Data for the task:
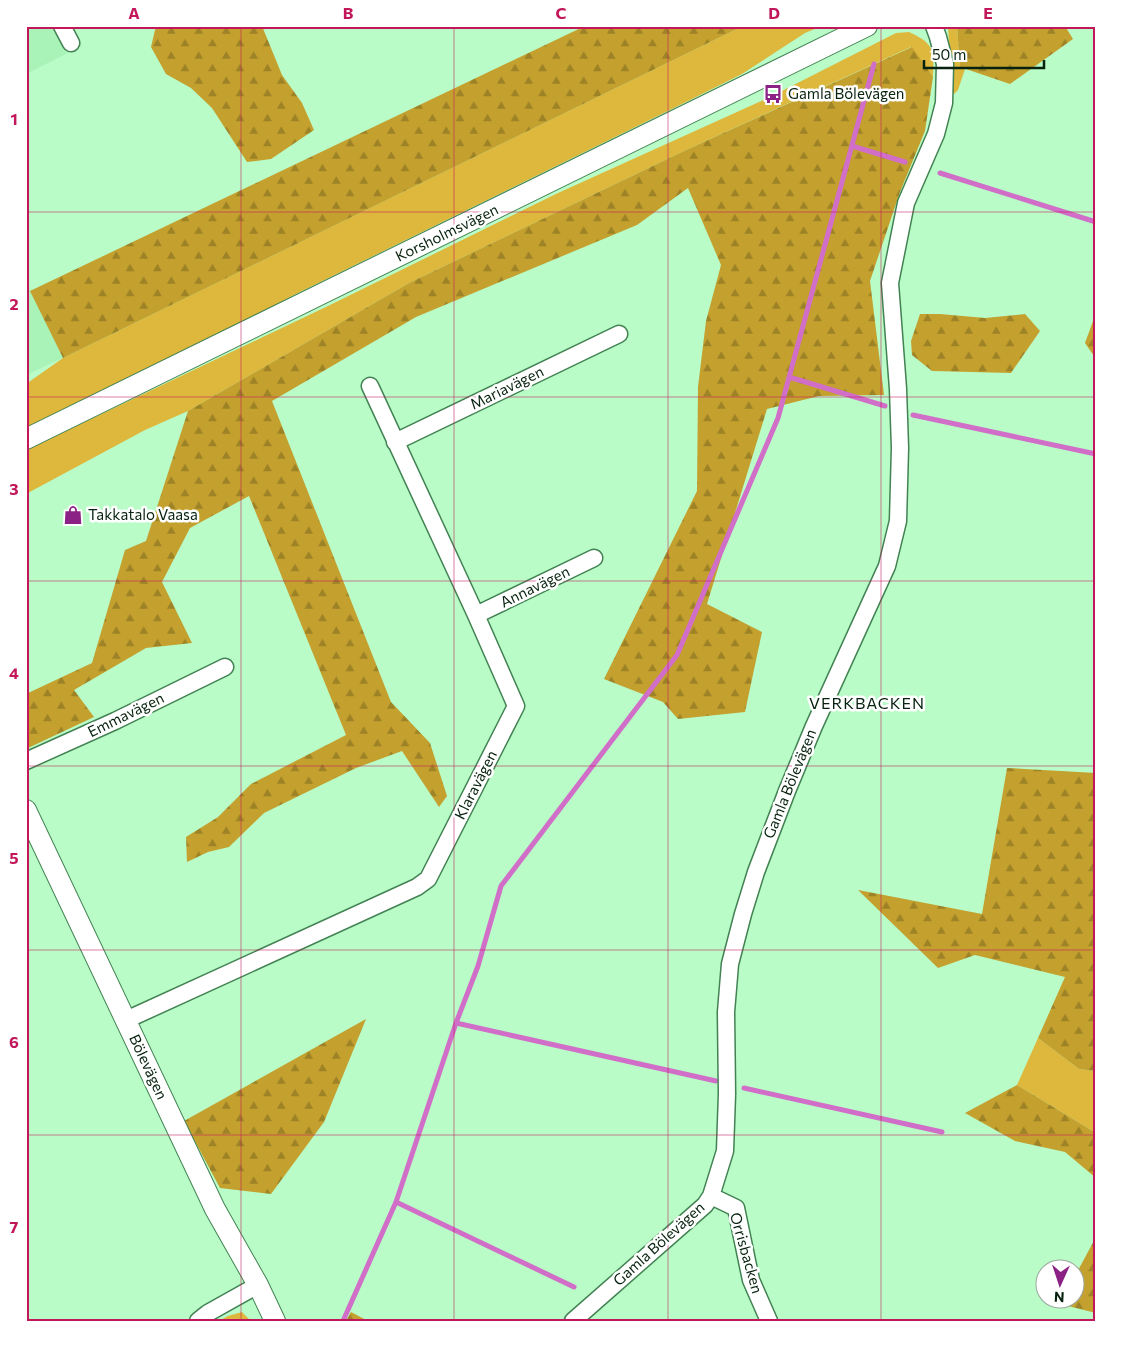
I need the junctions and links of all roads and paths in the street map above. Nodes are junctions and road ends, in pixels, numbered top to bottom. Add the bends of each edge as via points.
1 (62, 26) edge
2 (867, 26) edge
3 (934, 26) edge
4 (71, 44) dead end
5 (619, 334) dead end
6 (370, 386) dead end
7 (26, 439) edge
8 (395, 442) junction
9 (594, 558) dead end
10 (476, 616) junction
11 (225, 667) dead end
12 (26, 761) edge
13 (26, 810) edge
14 (126, 1020) junction
15 (711, 1196) junction
16 (258, 1285) junction
17 (198, 1321) edge
18 (274, 1321) edge
19 (573, 1321) edge
20 (769, 1321) edge

1 - 4 street
2 - 7 main road, Korsholmsvägen
3 - 15 street, Gamla Bölevägen via 945,64 944,103 936,134 906,203 890,283 900,448 898,521 887,566 787,791 743,914 730,964 726,1012 726,1143
5 - 8 street, Mariavägen
6 - 8 street, Klaravägen
8 - 10 street, Klaravägen
9 - 10 street, Annavägen
10 - 14 street, Klaravägen via 516,706 428,879 417,887
11 - 12 street, Emmavägen
13 - 14 main road, Bölevägen
14 - 16 main road, Bölevägen via 215,1209
15 - 19 street, Gamla Bölevägen via 705,1205
15 - 20 street, Orrisbacken via 736,1208 751,1280
16 - 17 street
16 - 18 main road, Bölevägen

To do:
Repeat all of the listing above word for word, and exclude the pictures.

Written answer:
I need the junctions and links of all roads and paths in the street map above. Nodes are junctions and road ends, in pixels, numbered top to bottom. Add the bends of each edge as via points.
1 (62, 26) edge
2 (867, 26) edge
3 (934, 26) edge
4 (71, 44) dead end
5 (619, 334) dead end
6 (370, 386) dead end
7 (26, 439) edge
8 (395, 442) junction
9 (594, 558) dead end
10 (476, 616) junction
11 (225, 667) dead end
12 (26, 761) edge
13 (26, 810) edge
14 (126, 1020) junction
15 (711, 1196) junction
16 (258, 1285) junction
17 (198, 1321) edge
18 (274, 1321) edge
19 (573, 1321) edge
20 (769, 1321) edge

1 - 4 street
2 - 7 main road, Korsholmsvägen
3 - 15 street, Gamla Bölevägen via 945,64 944,103 936,134 906,203 890,283 900,448 898,521 887,566 787,791 743,914 730,964 726,1012 726,1143
5 - 8 street, Mariavägen
6 - 8 street, Klaravägen
8 - 10 street, Klaravägen
9 - 10 street, Annavägen
10 - 14 street, Klaravägen via 516,706 428,879 417,887
11 - 12 street, Emmavägen
13 - 14 main road, Bölevägen
14 - 16 main road, Bölevägen via 215,1209
15 - 19 street, Gamla Bölevägen via 705,1205
15 - 20 street, Orrisbacken via 736,1208 751,1280
16 - 17 street
16 - 18 main road, Bölevägen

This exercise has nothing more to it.